In 2009, Campbell won gold in the 50 metre freestyle at the Australian Youth Olympic Festival. In 2011, she won gold in the same event at the 2011 FINA World Junior Swimming Championships in Lima, Peru.

2012
Campbell competed in the women's 50 meter freestyle at the 2012 Summer Olympics in London. She and her sister Cate swam in the same heat, finishing second and third and qualifying for the semi-final in ninth and tenth place, respectively.

2013
At the 2013 Australian Swimming Championships she won silver in the 50 and 100 metre freestyle events finishing behind sister Cate in both and qualified for the 2013 World Aquatics Championships. At the World Championships, she teamed up with Cate, Emma McKeon and Alicia Coutts in the 4 × 100 metre freestyle relay where they won the silver medal, finishing 0.12 of a second behind the United States.

2014
Competing at the 2014 FINA World Swimming Championships (25 m) in Doha, she won two silver medals, one in the 50 metre freestyle event (timing 23.62) behind Ranomi Kromowidjojo, and the other in the 4 × 100 metre medley relay behind the Danish team.
She finished fourth (timing 51.65) in the finals of the 100-metre freestyle event, behind Femke Heemskerk, Ranomi Kromowidjojo and Sarah Sjöström.

2015

At the 2015 World Championships in Kazan, she won three gold medals and one bronze. She finished first in the 100 metre freestyle event (in 52.52), beating Sarah Sjöström and Cate Campbell, and the 50 metre freestyle event (in 24.12), beating Ranomi Kromowidjojo and Sarah Sjöström.

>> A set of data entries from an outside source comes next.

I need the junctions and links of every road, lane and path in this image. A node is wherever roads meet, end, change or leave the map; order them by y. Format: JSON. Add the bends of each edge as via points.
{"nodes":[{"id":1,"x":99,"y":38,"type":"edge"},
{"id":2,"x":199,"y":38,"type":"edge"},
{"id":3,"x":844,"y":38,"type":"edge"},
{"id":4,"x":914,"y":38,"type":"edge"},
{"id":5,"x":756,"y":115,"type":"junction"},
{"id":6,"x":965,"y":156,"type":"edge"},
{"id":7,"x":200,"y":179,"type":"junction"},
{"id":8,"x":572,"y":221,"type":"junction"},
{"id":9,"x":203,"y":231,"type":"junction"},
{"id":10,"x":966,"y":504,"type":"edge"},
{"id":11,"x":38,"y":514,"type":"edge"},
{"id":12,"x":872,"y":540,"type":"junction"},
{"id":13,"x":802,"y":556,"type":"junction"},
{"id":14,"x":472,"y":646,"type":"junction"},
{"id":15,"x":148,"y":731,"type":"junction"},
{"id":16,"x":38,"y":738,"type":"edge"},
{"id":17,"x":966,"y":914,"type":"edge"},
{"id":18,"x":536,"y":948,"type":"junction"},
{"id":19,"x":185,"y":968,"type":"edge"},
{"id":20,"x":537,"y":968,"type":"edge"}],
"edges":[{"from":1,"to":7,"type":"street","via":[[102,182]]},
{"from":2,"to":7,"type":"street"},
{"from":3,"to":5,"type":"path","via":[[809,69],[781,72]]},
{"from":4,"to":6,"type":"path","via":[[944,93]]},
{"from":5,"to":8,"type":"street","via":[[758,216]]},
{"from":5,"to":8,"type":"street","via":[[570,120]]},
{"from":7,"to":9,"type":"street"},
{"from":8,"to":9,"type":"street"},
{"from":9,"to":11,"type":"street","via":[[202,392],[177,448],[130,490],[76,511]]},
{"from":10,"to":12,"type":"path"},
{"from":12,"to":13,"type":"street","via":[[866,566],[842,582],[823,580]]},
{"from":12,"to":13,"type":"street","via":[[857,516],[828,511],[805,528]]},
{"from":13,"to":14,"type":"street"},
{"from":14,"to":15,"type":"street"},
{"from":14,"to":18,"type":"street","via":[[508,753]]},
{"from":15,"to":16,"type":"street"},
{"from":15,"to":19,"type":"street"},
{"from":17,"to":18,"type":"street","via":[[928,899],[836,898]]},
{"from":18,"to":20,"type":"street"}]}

She also won gold in the 4×100 metre freestyle relay, beating the Dutch and US teams by a comfortable lead, and a bronze medal in the 4 × 100 metre medley relay behind the Chinese and Swedish teams.

2016
At the 2016 Summer Olympics, Campbell represented Australia in both the 50 m and 100 m freestyle, as well as the 4 × 100 m freestyle relay (in which they came first and set a new world record). Despite being the reigning world champion in the 50 and 100 m freestyle, she did not win a medal in these events.

2018 
At the Gold Coast Commonwealth Games, Campbell won gold in the 4x100m freestyle, silver in the 50m freestyle, gold in the 100m freestyle, and gold in the 4x100m medley relay.

2021 
Campbell starred in Head Above Water, a documentary series focusing on 4 Australian swimmers: Ian Thorpe, Kyle Chalmers, Cody Simpson, and Campbell herself. Campbell qualified for her third Olympics in Tokyo. She won gold in the women's 4x100m freestyle relay and bronze in the 4x100m mixed medley relay.

2022

In May 2022, Campbell appeared as a contestant on the sixth season of The Celebrity Apprentice Australia.

Personal life
Campbell is a student at Queensland University of Technology, where she is studying Business, majoring in Public Relations.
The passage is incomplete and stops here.